Buku yang menceritakan situasi perang? Jangan disentuh. Buku itu akan membuat pembaca terbunuh oleh bom yang meledak di halaman-halaman yang mereka baca.

“Harap diwaspadai! Buku ini mengandung kebakaran, perselingkuhan, penghancuran sebuah kaum, pembunuhan saudara kandung, perilaku seks menyimpang, perbuatan licik, dan—yang paling mengerikan—ada penggunaan sebutan ‘perempuan sundal’ di dalamnya. Pembaca diharapkan mendekati teks ini dengan kewaspadaan tingkat tinggi dan dimohon membacanya di ruangan ber-aromatherapy demi menjaga ketenteraman jiwa.”

Saya membayangkan begitulah bunyi disclaimer untuk Alkitab.

9

Sikap yang lebay terhadap isu-isu krusial yang sehari-hari dihadapi manusia, dan terhadap situasi gelap dalam pikiran karakter, tidak hanya mengabaikan elemen-elemen penting dari pengalaman manusia, tetapi juga mereduksi nilai karya. Dan itu hanya mencerminkan ketidakpahaman terhadap cara yang berbeda-beda pada tiap-tiap penulis untuk menghadirkan kehidupan di dalam buku-buku mereka. Buku-buku besar sepanjang sejarah tidak menghindari isu-isu kontroversial. Dialog yang bagus tidak terjadi dalam adegan saling berbagi petuah antara dua karakter yang duduk-duduk di ruang tamu.
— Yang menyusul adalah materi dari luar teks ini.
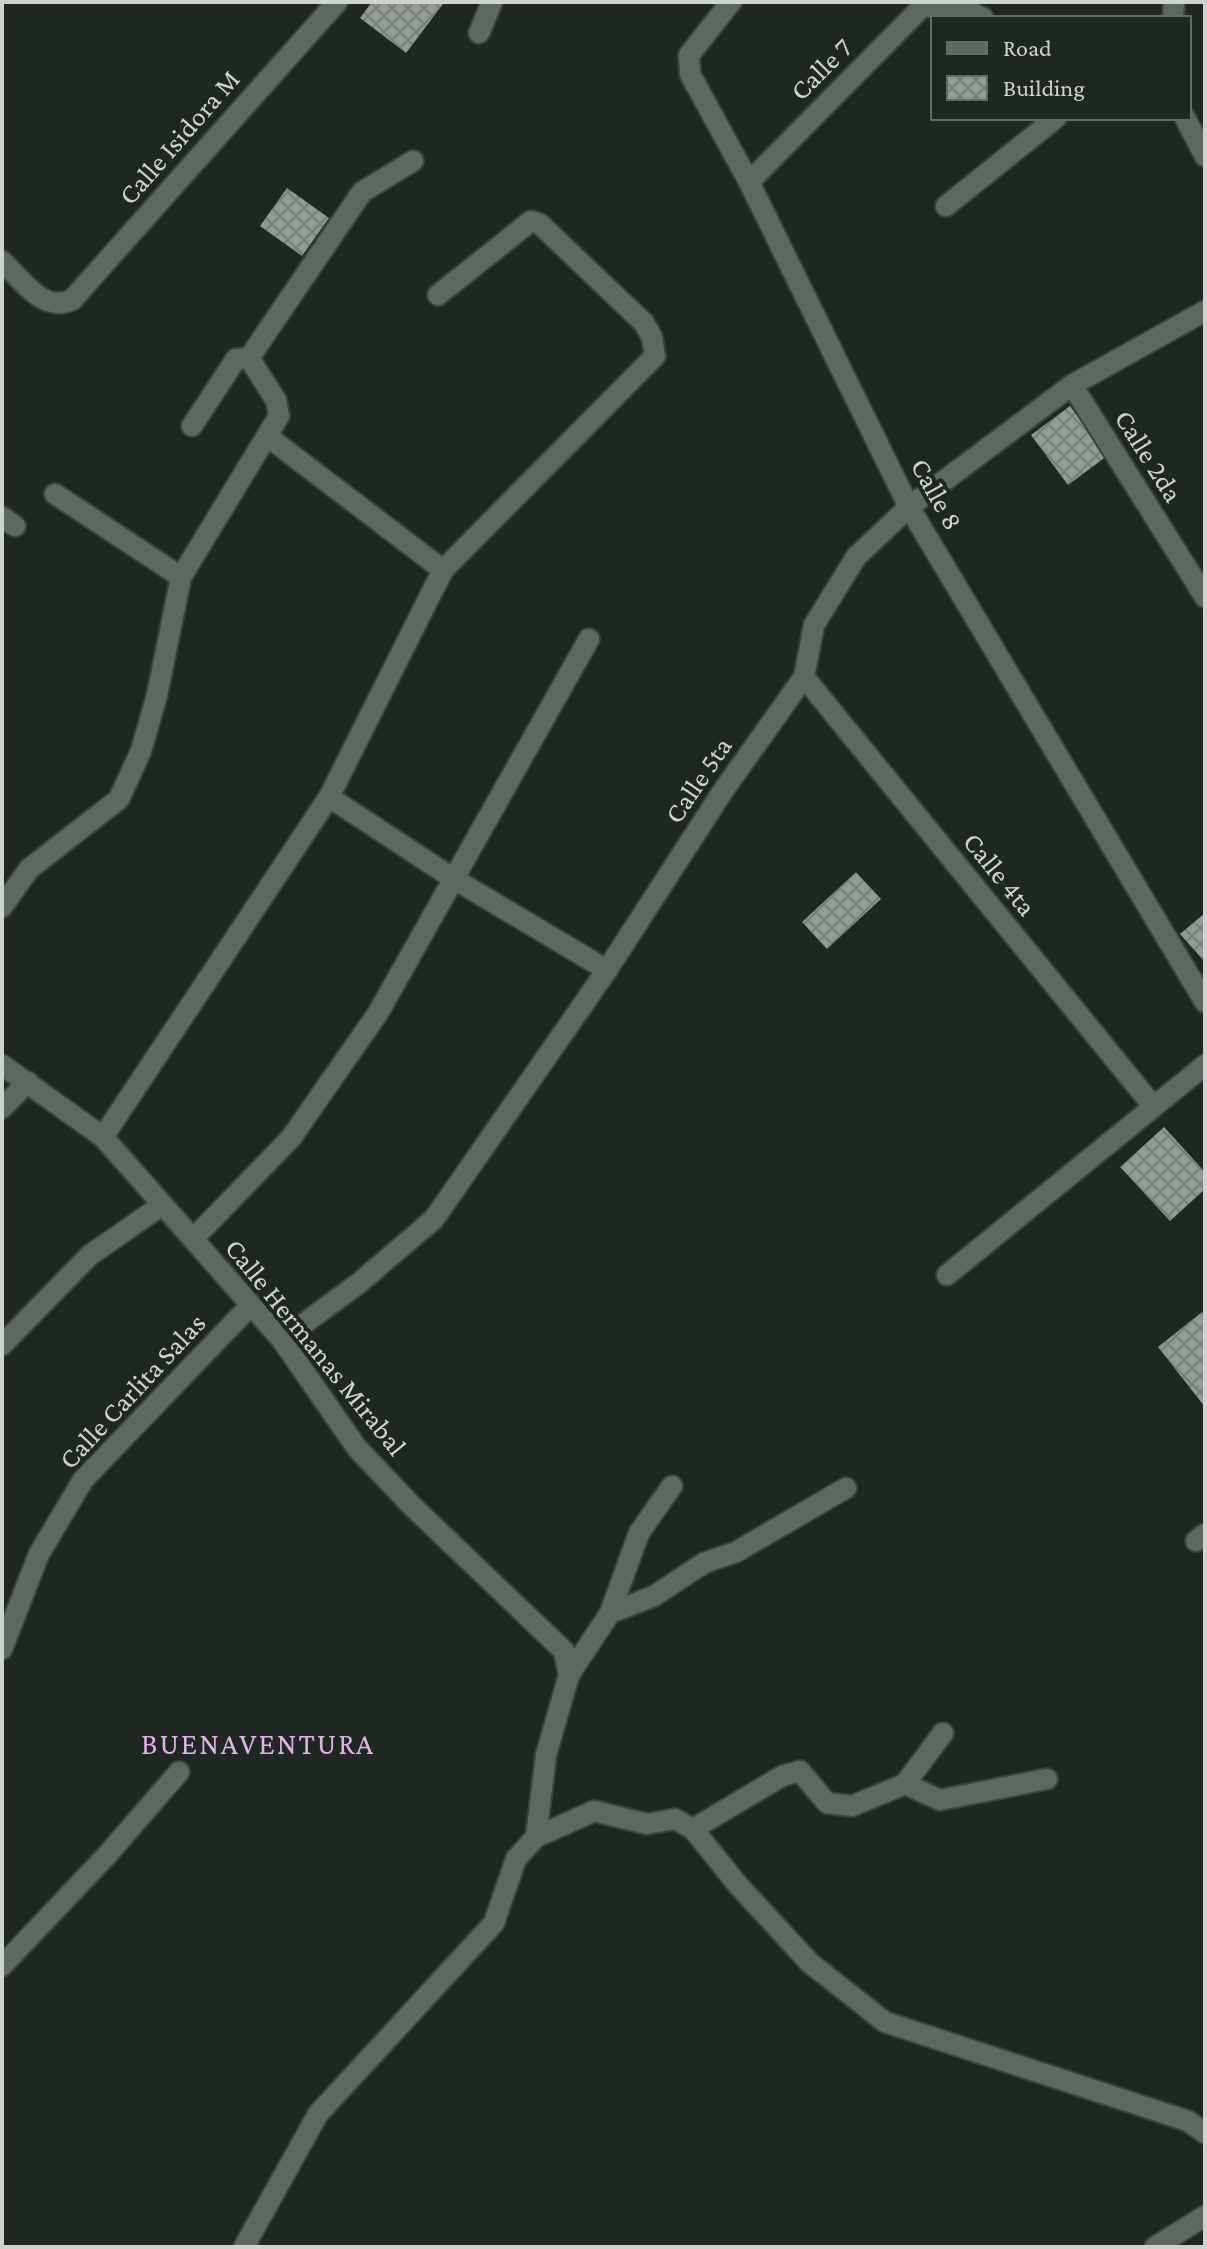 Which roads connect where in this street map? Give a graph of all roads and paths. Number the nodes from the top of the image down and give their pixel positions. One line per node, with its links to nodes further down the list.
1 (337, 2): 12 (street, Calle Isidora M)
2 (492, 2): 5 (street)
3 (731, 2): 10 (street, Calle 8)
4 (979, 16): 10 (street, Calle 7)
5 (479, 33)
6 (1054, 120): 11 (street)
7 (1186, 120): 8 (street)
8 (1205, 156)
9 (413, 161): 15 (street)
10 (749, 182): 20 (street, Calle 8)
11 (946, 206)
12 (2, 261)
13 (438, 295): 21 (street)
14 (1205, 311): 16 (street, Calle 5ta)
15 (249, 358): 17 (street); 18 (street)
16 (1072, 385): 20 (street, Calle 5ta); 23 (street, Calle 2da)
17 (192, 426)
18 (267, 436): 21 (street); 22 (street)
19 (55, 494): 22 (street)
20 (909, 507): 25 (street, Calle 5ta); 30 (street, Calle 8)
21 (443, 570): 26 (street)
22 (181, 577): 28 (street)
23 (1205, 597)
24 (589, 639): 27 (street)
25 (804, 677): 29 (street, Calle 5ta); 34 (street, Calle 4ta)
26 (329, 797): 27 (street); 36 (street)
27 (454, 879): 29 (street); 38 (street)
28 (2, 907)
29 (607, 970): 41 (street, Calle 5ta)
30 (1205, 1002)
31 (2, 1065): 33 (street, Calle Hermanas Mirabal)
32 (1205, 1065): 34 (street)
33 (28, 1082): 35 (street); 36 (street, Calle Hermanas Mirabal)
34 (1153, 1106): 39 (street)
35 (2, 1108)
36 (103, 1137): 37 (street, Calle Hermanas Mirabal)
37 (162, 1205): 38 (street, Calle Hermanas Mirabal); 42 (street)
38 (193, 1239): 40 (street, Calle Hermanas Mirabal)
39 (947, 1275)
40 (250, 1306): 41 (street, Calle Hermanas Mirabal); 46 (street, Calle Carlita Salas)
41 (282, 1340): 47 (street, Calle Hermanas Mirabal)
42 (2, 1345)
43 (672, 1486): 45 (street)
44 (846, 1488): 45 (street)
45 (610, 1613): 47 (street)
46 (2, 1649)
47 (569, 1675): 53 (street)
48 (943, 1733): 51 (street)
49 (179, 1772): 54 (street)
50 (1047, 1779): 51 (street)
51 (905, 1784): 52 (street)
52 (693, 1829): 53 (street); 55 (street)
53 (536, 1837): 57 (street)
54 (2, 1966)
55 (1205, 2133)
56 (1205, 2216): 58 (street)
57 (244, 2247)
58 (1155, 2247)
Mengapa panduan itu tidak berbuat normal saja? Cukup bagus sekiranya ia bisa membantu para siswa untuk mendekati karya sastra secara wajar, menyampaikan bahwa karya-karya yang bagus adalah upaya para penulisnya untuk menghadapi kompleksitas pengalaman manusia dengan keberanian, eksplorasi yang sungguh-sungguh, dan kecakapan yang memadai untuk membawakannya kepada khalayak. Melalui Hamlet dan Macbeth, misalnya, Shakespeare mengangkat tema-tema pembunuhan, pengkhianatan, dan kegilaan manusia, sementara dengan Crime and Punishment Fyodor Dostoevsky memperkenalkan kepada pembaca dilema moral dan keruwetan psikologis yang dihadapi manusia.

Justru untuk hal-hal semacam itulah antara lain kesastraan hadir di tengah kita. Menghindari realisme yang diajukan oleh sastra sama dengan menghindari kebenaran tentang kondisi manusia. Ketimbang rajin memproduksi ketidakpatutan, mengapa program sastra masuk kurikulum ini tidak dijalankan saja dengan mencontoh negara-negara lain yang berhasil mengajarkan sastra kepada para siswa mereka?
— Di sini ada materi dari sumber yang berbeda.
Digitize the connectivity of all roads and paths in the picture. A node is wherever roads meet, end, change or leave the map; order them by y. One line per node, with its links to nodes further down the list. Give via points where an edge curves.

Program ini sudah patut dipuji seandainya berhasil membantu siswa menyadari pentingnya membaca, dan akan luar biasa jika mampu membuat mereka tahu cara mengapresiasi aspek-aspek keperajinan para penulis dalam menghadirkan bagian-bagian kehidupan yang paling menantang. Ketakutan terhadap sisi-sisi tergelap yang dibawakan oleh suatu karya sama belaka dengan menafikan sebagian besar dari warisan budaya dan intelektual manusia.

10

Sastra, dengan eksperimen tak henti-henti oleh para pelakunya, pada intinya adalah upaya untuk menyampaikan kompleksitas, kontradiksi, dan ketaksempurnaan kondisi manusia. Ia bukan modul untuk kursus kepribadian, juga bukan bahan ceramah keagamaan.

Disclaimer mengerikan yang diperkenalkan oleh panduan itu jelas mengandung risiko tinggi: Ia tidak akan mendorong para siswa membaca; ia hanya akan menjadikan mereka gemar menghakimi.

11

Bacalah Pada Sebuah Kapal dengan cara yang disarankan oleh panduan, dan anda akan terdorong untuk membanting novel N.H. Dini itu.

Kekerasan verbal
1) Guru menjelaskan setiap kata ataupun kalimat yang termasuk dalam kekerasan verbal dalam novel tersebut.
2) Guru mengajak diskusi kepada murid untuk menelaah setiap kata atau pun kalimat yang termasuk dalam kekerasan verbal.
SARA
Guru menjelaskan bahwa setiap perilaku SARA melanggar hukum dan ada sanksinya.
Kekerasan fisik
1) Guru menjelaskan bahwa setiap adegan yang menggambarkan kekerasan fisik yang dilakukan oleh setiap tokoh dalam novel tersebut hanyalah gambaran karakter tokoh tersebut sebagai peran antagonis.
2) Guru lain menjelaskan perkara hukum yang berkaitan dengan kekerasan fisik dalam cerita novel tersebut.
Pesimisme
Guru memberikan motivasi, berkaitan dengan sikap pesimisme dalam cerita novel tersebut bahwa kini zamannya berbeda tidak seperti zaman pada cerita novel tersebut.
Seksualitas
1) Guru menjelaskan bahwa unsur seksualitas dalam novel ini, merupakan gaya hidup seks bebas yang merupakan kebiasaan bagi sebagian bangsa Barat yang tidak lazim di negara Timur utamanya negara kita.
2) Guru mapel menjelaskan masalah seksualitas yang diceritakan dalam novel ini yaitu tentang perselingkuhan, free sex menurut aspek hukum, kesopanan dan kesusilaan dan memberikan gambaran dampak buruk dari free sex.
Kritik sosial
Guru menyampaikan tata cara menyampaikan kritik yang baik sesuai dengan aturan hukum yang berlaku.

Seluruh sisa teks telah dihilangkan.